- Born: May Isabella Bird 22 May 1868 Ballarat, Victoria, Australia
- Died: 2 November 1950 (aged 82) Malvern, Victoria, Australia
- Education: University of Tasmania
- Known for: founding principal of Invergowrie Homecraft Hostel
- Successor: Margaret Kirkhope
- Spouse: James Weatherly
- Children: five step daughters

= May Isabella Weatherly =

May Isabella Weatherly born May Isabella Bird (22 May 1868 – 2 November 1950) was an Australian headmistress. She was the founding principal of what became the Invergowrie Homecraft Hostel.

==Life==
Weatherly was born in 1868 in Ballarat, Victoria. Her mother was Helen (born Chisholm in Scotland) and her clergyman and politician father was Bolton Stafford Bird. She had some of her education in Tasmania and the rest at the Methodist Ladies College in Kew. After her education was complete she was employed by the college as a teacher until 1895. She taught and continued to teach even after she enrolled in the University of Tasmania. She graduated in 1904 and became Senior Mistress at Queen's College in Ballarat.
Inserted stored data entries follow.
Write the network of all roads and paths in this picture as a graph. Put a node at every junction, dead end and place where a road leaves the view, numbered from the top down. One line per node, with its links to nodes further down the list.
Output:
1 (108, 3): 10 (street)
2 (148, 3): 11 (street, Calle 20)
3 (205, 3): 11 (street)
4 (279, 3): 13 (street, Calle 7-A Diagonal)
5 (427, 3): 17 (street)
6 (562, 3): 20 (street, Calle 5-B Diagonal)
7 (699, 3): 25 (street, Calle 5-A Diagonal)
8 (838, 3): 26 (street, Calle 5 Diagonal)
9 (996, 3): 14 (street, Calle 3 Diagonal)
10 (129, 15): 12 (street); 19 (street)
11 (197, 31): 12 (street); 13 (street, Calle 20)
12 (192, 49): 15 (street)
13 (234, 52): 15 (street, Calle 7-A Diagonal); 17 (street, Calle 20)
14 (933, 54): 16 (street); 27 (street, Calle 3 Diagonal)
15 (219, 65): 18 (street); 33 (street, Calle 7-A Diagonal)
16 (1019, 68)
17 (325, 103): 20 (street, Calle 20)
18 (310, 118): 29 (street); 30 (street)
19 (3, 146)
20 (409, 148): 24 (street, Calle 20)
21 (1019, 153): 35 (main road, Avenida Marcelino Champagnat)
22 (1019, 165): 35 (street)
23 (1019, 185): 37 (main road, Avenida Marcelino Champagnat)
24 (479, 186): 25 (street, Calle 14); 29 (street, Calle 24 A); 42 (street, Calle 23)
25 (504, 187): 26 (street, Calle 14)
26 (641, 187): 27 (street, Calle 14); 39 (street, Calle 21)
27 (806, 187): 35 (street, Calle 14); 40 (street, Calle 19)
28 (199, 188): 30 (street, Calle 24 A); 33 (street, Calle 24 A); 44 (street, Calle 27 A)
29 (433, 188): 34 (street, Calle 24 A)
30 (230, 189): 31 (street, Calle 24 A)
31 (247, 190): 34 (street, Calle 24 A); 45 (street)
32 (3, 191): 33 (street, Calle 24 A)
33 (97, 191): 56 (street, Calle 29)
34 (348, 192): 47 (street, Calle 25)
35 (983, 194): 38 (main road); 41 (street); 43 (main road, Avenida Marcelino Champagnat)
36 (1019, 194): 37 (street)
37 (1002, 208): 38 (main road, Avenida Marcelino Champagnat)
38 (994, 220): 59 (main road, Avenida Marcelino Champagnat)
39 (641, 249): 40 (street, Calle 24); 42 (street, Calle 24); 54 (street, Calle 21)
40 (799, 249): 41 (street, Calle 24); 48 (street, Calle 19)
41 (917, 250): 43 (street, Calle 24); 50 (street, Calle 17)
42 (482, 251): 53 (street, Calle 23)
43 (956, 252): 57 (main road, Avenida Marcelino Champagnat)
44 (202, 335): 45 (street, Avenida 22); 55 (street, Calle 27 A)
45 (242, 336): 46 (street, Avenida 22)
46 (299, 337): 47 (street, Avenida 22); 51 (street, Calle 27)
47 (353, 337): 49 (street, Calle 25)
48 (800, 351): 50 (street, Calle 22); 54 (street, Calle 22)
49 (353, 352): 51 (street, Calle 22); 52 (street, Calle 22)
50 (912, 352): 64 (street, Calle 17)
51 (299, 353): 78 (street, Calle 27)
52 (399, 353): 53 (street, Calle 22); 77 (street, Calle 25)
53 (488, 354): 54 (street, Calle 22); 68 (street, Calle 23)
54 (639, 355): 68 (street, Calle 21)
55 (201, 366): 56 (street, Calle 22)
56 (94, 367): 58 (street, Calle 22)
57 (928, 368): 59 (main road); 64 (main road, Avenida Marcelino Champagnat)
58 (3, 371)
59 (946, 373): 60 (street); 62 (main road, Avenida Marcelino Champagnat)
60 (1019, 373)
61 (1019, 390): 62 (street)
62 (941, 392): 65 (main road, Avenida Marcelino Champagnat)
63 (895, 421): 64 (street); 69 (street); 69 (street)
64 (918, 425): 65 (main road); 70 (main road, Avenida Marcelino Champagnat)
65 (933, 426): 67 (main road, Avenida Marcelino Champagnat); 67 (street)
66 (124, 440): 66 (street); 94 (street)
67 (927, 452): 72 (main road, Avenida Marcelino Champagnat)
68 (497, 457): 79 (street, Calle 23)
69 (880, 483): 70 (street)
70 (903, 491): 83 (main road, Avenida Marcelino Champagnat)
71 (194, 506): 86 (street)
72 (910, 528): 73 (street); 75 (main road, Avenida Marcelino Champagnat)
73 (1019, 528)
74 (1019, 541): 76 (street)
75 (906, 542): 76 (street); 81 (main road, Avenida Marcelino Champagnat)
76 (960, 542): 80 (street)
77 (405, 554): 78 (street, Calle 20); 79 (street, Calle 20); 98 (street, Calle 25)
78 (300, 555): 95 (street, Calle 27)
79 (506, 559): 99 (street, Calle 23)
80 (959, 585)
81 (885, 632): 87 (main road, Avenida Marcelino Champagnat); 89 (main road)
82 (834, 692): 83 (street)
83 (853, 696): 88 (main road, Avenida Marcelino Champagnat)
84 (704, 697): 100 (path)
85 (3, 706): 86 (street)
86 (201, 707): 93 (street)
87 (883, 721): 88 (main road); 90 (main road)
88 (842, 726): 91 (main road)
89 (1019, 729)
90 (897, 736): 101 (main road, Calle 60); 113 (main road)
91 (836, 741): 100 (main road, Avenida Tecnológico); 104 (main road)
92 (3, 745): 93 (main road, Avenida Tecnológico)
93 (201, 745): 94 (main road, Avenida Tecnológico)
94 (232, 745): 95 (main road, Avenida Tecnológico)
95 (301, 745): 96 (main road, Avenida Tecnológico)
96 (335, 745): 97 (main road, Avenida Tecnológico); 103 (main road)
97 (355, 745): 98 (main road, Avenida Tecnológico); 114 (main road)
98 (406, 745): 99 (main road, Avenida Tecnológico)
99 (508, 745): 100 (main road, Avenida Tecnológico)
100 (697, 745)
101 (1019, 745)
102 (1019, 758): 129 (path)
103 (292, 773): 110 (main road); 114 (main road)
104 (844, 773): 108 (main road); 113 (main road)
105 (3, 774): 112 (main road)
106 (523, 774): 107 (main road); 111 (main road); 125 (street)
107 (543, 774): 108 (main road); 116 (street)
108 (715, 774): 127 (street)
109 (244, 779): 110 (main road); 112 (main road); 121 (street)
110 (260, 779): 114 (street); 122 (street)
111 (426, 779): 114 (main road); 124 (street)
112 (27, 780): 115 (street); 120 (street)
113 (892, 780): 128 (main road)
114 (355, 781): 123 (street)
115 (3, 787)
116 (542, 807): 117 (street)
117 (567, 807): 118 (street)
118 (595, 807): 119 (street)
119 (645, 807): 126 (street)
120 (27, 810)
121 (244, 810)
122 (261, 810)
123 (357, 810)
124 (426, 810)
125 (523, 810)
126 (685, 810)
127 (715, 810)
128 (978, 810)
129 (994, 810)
In 1907 she left her first headship after only a few months in order that she could marry a Scottish-born widower with five daughters. She was nearly forty and he was sixty seven years old. They lived at Stawell in Victoria where her new husband was a grazier.

In 1929 a homecraft hostel was opened in a small villa in the Melbourne suburb of Malvern and Weatherly was the first principal. Initially there was just four girls and two of those were not boarding where it was based. In 1933 W. E. McPherson gave his father's Invergowrie House to be used by the hostel. By this time she had a co-principal who was Margaret Kirkhope. They led the hostel together until 1938 when Weatherly retired.

==Death and legacy==
Weatherly died at her home in Malvern, Victoria in 1950. The hostel then had 62 students and 42 of those were boarders. The Invergowrie Homecraft Hostel stayed open until 1973 after 2,000 students had passed through its doors. The hostel was sold and the money became the Invergowrie Foundation.